The tiny ER, where I was sent to spend most of my time that year, was next to the tiny Morgue, which had a door with a window of frosted glass, so you couldn't see in clearly, no doubt a good idea. But you could see motion. Very quickly that summer I had become convinced that I was destined to be a Doctor who would save the world. So suddenly the ER and neighborly Morgue had great significance for me. 


One day I came in from outside through the Ambulance Entrance, and stopped in front of the Morgue door because I could tell there was activity within, and I was intrigued and fascinated. Until. The loud buzz of a saw and cracking sounds shot out from that now gruesome-to-me-room, and I bolted, crying out the Ambulance Entrance to escape the grim reality. Obviously they were doing a cranial autopsy at that point. And I was certain that even though I had been able to handle blood and guts and tears and screams, this was a bridge too far, never going to be something I could deal with. We all have our limits, right?

Ironically enough, I did end up going back into the Morgue itself several times that summer. Turned out that Felix, the Pathology Tech from Puerto Rico, took an interest in my MD aspirations, and encouraged me, or so I thought. He would take me upstairs into the Pathology Lab at times, and then downstairs into the Morgue, when no one else was around, to show me the ropes. I still vividly remember the first dead body I saw laying on the metal slab in the middle of the room, a young woman of 28, with very black hair and very yellow jaundiced skin. Just seeing her so young body, forever stilled, and thinking of what her family must be going through was a shock. There were other cadavers, of course, but isn't there always something about the first that you can't forget? I am so grateful to have never witnessed a young child there.
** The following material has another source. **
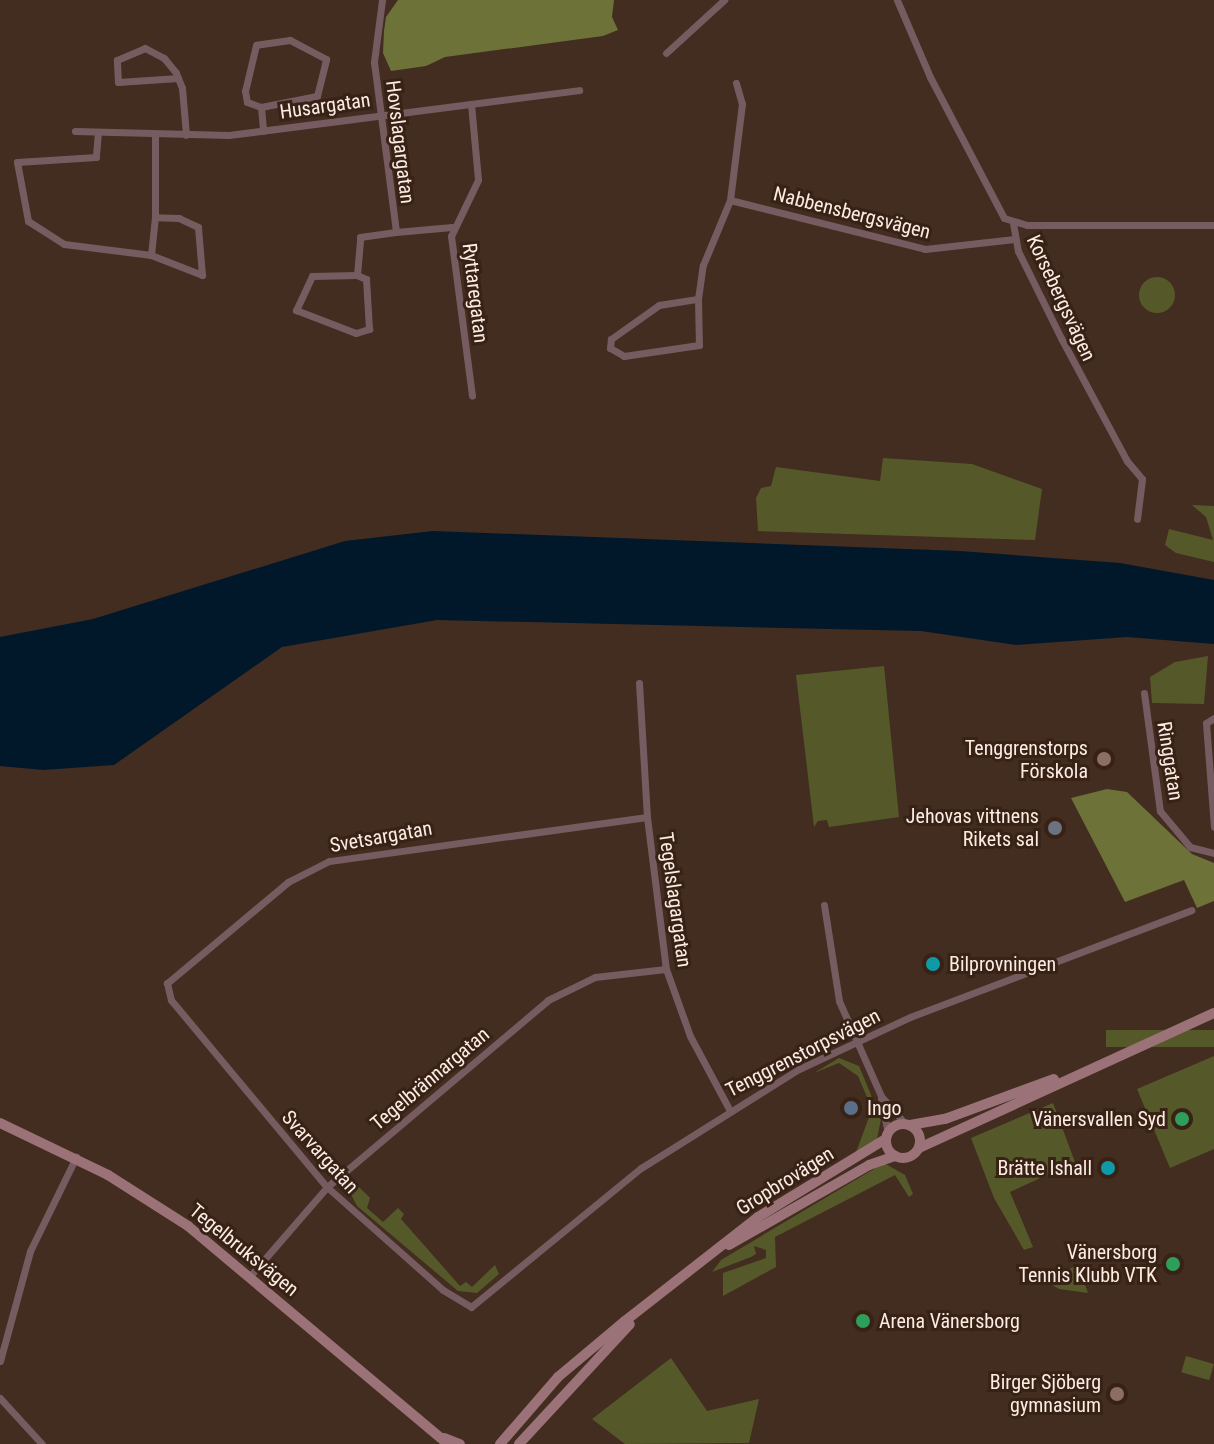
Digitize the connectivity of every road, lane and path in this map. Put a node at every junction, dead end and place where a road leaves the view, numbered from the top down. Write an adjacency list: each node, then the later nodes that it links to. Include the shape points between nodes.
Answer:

I don't know if those kind of places should be some kind of hallowed or not, but I do think the dead deserve respect. Apparently Felix felt otherwise, as I soon enough discovered. Come to find out, he was not actually interested in medical goals, or dead bodies, but in young girls and their live bodies. His wife was an aide I knew from the OB floor. I wonder if she knew what he was up to? I had no problem in bolting from that situation after what he tried with me, but soon enough I noticed the Morgue being used as a rendezvous spot for him and an older teenage girl who worked in the kitchen. Awkward! But my chilling time with the corpses was over.